"""
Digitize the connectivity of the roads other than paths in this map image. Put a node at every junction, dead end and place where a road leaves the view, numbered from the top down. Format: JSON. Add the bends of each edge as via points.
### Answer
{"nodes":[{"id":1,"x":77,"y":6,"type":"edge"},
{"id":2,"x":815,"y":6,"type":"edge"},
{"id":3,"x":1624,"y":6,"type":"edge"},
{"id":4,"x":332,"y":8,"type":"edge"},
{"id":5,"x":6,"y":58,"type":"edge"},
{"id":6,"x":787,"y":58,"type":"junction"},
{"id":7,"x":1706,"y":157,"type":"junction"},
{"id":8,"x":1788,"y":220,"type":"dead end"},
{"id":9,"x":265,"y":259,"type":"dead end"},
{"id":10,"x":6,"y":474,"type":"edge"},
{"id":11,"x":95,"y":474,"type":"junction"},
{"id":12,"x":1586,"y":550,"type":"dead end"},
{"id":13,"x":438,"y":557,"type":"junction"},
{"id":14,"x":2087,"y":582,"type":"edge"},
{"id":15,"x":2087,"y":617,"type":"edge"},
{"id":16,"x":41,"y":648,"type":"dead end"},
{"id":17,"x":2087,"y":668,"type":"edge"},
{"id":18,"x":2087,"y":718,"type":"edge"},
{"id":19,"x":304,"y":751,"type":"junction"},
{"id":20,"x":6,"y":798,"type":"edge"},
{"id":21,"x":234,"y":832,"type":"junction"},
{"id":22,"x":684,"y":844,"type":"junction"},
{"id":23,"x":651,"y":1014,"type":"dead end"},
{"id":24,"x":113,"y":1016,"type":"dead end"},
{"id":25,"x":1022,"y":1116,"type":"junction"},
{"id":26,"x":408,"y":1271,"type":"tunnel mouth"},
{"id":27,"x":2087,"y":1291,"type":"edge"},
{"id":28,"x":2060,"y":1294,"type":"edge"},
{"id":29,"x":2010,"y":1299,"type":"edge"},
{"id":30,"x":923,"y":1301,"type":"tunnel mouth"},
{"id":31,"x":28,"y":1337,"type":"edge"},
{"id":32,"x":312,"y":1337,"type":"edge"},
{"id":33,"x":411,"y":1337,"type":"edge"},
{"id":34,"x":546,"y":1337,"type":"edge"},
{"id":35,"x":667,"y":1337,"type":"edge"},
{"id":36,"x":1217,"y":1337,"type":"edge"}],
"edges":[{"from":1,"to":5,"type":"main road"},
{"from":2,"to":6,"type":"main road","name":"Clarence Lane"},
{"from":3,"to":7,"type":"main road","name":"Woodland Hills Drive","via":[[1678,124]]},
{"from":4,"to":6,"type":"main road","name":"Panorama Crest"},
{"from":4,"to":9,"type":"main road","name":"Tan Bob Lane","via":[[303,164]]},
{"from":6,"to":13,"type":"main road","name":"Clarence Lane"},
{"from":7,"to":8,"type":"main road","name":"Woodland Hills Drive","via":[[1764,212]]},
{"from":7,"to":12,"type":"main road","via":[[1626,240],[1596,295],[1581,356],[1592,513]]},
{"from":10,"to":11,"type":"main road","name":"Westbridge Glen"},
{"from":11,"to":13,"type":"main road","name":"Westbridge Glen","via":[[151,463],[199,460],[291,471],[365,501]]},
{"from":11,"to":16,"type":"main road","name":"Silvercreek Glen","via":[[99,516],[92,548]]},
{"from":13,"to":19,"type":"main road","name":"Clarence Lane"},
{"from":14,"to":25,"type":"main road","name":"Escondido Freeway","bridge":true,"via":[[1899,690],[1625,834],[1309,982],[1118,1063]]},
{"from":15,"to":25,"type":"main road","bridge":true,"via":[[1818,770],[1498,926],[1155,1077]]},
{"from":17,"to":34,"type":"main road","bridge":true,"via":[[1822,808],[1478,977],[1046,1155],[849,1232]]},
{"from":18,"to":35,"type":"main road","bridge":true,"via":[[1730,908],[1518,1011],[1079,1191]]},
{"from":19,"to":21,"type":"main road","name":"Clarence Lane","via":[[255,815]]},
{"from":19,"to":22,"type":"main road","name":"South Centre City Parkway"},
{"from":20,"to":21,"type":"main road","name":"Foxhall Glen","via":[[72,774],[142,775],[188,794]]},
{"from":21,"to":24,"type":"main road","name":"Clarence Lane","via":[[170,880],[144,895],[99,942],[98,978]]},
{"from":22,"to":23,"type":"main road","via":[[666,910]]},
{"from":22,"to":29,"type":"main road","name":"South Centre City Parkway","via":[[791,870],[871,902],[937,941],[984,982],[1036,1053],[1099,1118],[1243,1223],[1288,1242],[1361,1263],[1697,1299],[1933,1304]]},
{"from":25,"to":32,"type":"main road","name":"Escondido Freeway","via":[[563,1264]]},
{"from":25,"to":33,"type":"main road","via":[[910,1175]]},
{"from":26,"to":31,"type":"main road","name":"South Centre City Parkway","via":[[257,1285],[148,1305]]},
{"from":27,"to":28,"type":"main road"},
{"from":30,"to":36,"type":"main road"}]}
"""
Exercise goal -
The full listing must come back exactly as given.

Output of the task -
Digitize the connectivity of the roads other than paths in this map image. Put a node at every junction, dead end and place where a road leaves the view, numbered from the top down. Format: JSON. Add the bends of each edge as via points.
### Answer
{"nodes":[{"id":1,"x":77,"y":6,"type":"edge"},
{"id":2,"x":815,"y":6,"type":"edge"},
{"id":3,"x":1624,"y":6,"type":"edge"},
{"id":4,"x":332,"y":8,"type":"edge"},
{"id":5,"x":6,"y":58,"type":"edge"},
{"id":6,"x":787,"y":58,"type":"junction"},
{"id":7,"x":1706,"y":157,"type":"junction"},
{"id":8,"x":1788,"y":220,"type":"dead end"},
{"id":9,"x":265,"y":259,"type":"dead end"},
{"id":10,"x":6,"y":474,"type":"edge"},
{"id":11,"x":95,"y":474,"type":"junction"},
{"id":12,"x":1586,"y":550,"type":"dead end"},
{"id":13,"x":438,"y":557,"type":"junction"},
{"id":14,"x":2087,"y":582,"type":"edge"},
{"id":15,"x":2087,"y":617,"type":"edge"},
{"id":16,"x":41,"y":648,"type":"dead end"},
{"id":17,"x":2087,"y":668,"type":"edge"},
{"id":18,"x":2087,"y":718,"type":"edge"},
{"id":19,"x":304,"y":751,"type":"junction"},
{"id":20,"x":6,"y":798,"type":"edge"},
{"id":21,"x":234,"y":832,"type":"junction"},
{"id":22,"x":684,"y":844,"type":"junction"},
{"id":23,"x":651,"y":1014,"type":"dead end"},
{"id":24,"x":113,"y":1016,"type":"dead end"},
{"id":25,"x":1022,"y":1116,"type":"junction"},
{"id":26,"x":408,"y":1271,"type":"tunnel mouth"},
{"id":27,"x":2087,"y":1291,"type":"edge"},
{"id":28,"x":2060,"y":1294,"type":"edge"},
{"id":29,"x":2010,"y":1299,"type":"edge"},
{"id":30,"x":923,"y":1301,"type":"tunnel mouth"},
{"id":31,"x":28,"y":1337,"type":"edge"},
{"id":32,"x":312,"y":1337,"type":"edge"},
{"id":33,"x":411,"y":1337,"type":"edge"},
{"id":34,"x":546,"y":1337,"type":"edge"},
{"id":35,"x":667,"y":1337,"type":"edge"},
{"id":36,"x":1217,"y":1337,"type":"edge"}],
"edges":[{"from":1,"to":5,"type":"main road"},
{"from":2,"to":6,"type":"main road","name":"Clarence Lane"},
{"from":3,"to":7,"type":"main road","name":"Woodland Hills Drive","via":[[1678,124]]},
{"from":4,"to":6,"type":"main road","name":"Panorama Crest"},
{"from":4,"to":9,"type":"main road","name":"Tan Bob Lane","via":[[303,164]]},
{"from":6,"to":13,"type":"main road","name":"Clarence Lane"},
{"from":7,"to":8,"type":"main road","name":"Woodland Hills Drive","via":[[1764,212]]},
{"from":7,"to":12,"type":"main road","via":[[1626,240],[1596,295],[1581,356],[1592,513]]},
{"from":10,"to":11,"type":"main road","name":"Westbridge Glen"},
{"from":11,"to":13,"type":"main road","name":"Westbridge Glen","via":[[151,463],[199,460],[291,471],[365,501]]},
{"from":11,"to":16,"type":"main road","name":"Silvercreek Glen","via":[[99,516],[92,548]]},
{"from":13,"to":19,"type":"main road","name":"Clarence Lane"},
{"from":14,"to":25,"type":"main road","name":"Escondido Freeway","bridge":true,"via":[[1899,690],[1625,834],[1309,982],[1118,1063]]},
{"from":15,"to":25,"type":"main road","bridge":true,"via":[[1818,770],[1498,926],[1155,1077]]},
{"from":17,"to":34,"type":"main road","bridge":true,"via":[[1822,808],[1478,977],[1046,1155],[849,1232]]},
{"from":18,"to":35,"type":"main road","bridge":true,"via":[[1730,908],[1518,1011],[1079,1191]]},
{"from":19,"to":21,"type":"main road","name":"Clarence Lane","via":[[255,815]]},
{"from":19,"to":22,"type":"main road","name":"South Centre City Parkway"},
{"from":20,"to":21,"type":"main road","name":"Foxhall Glen","via":[[72,774],[142,775],[188,794]]},
{"from":21,"to":24,"type":"main road","name":"Clarence Lane","via":[[170,880],[144,895],[99,942],[98,978]]},
{"from":22,"to":23,"type":"main road","via":[[666,910]]},
{"from":22,"to":29,"type":"main road","name":"South Centre City Parkway","via":[[791,870],[871,902],[937,941],[984,982],[1036,1053],[1099,1118],[1243,1223],[1288,1242],[1361,1263],[1697,1299],[1933,1304]]},
{"from":25,"to":32,"type":"main road","name":"Escondido Freeway","via":[[563,1264]]},
{"from":25,"to":33,"type":"main road","via":[[910,1175]]},
{"from":26,"to":31,"type":"main road","name":"South Centre City Parkway","via":[[257,1285],[148,1305]]},
{"from":27,"to":28,"type":"main road"},
{"from":30,"to":36,"type":"main road"}]}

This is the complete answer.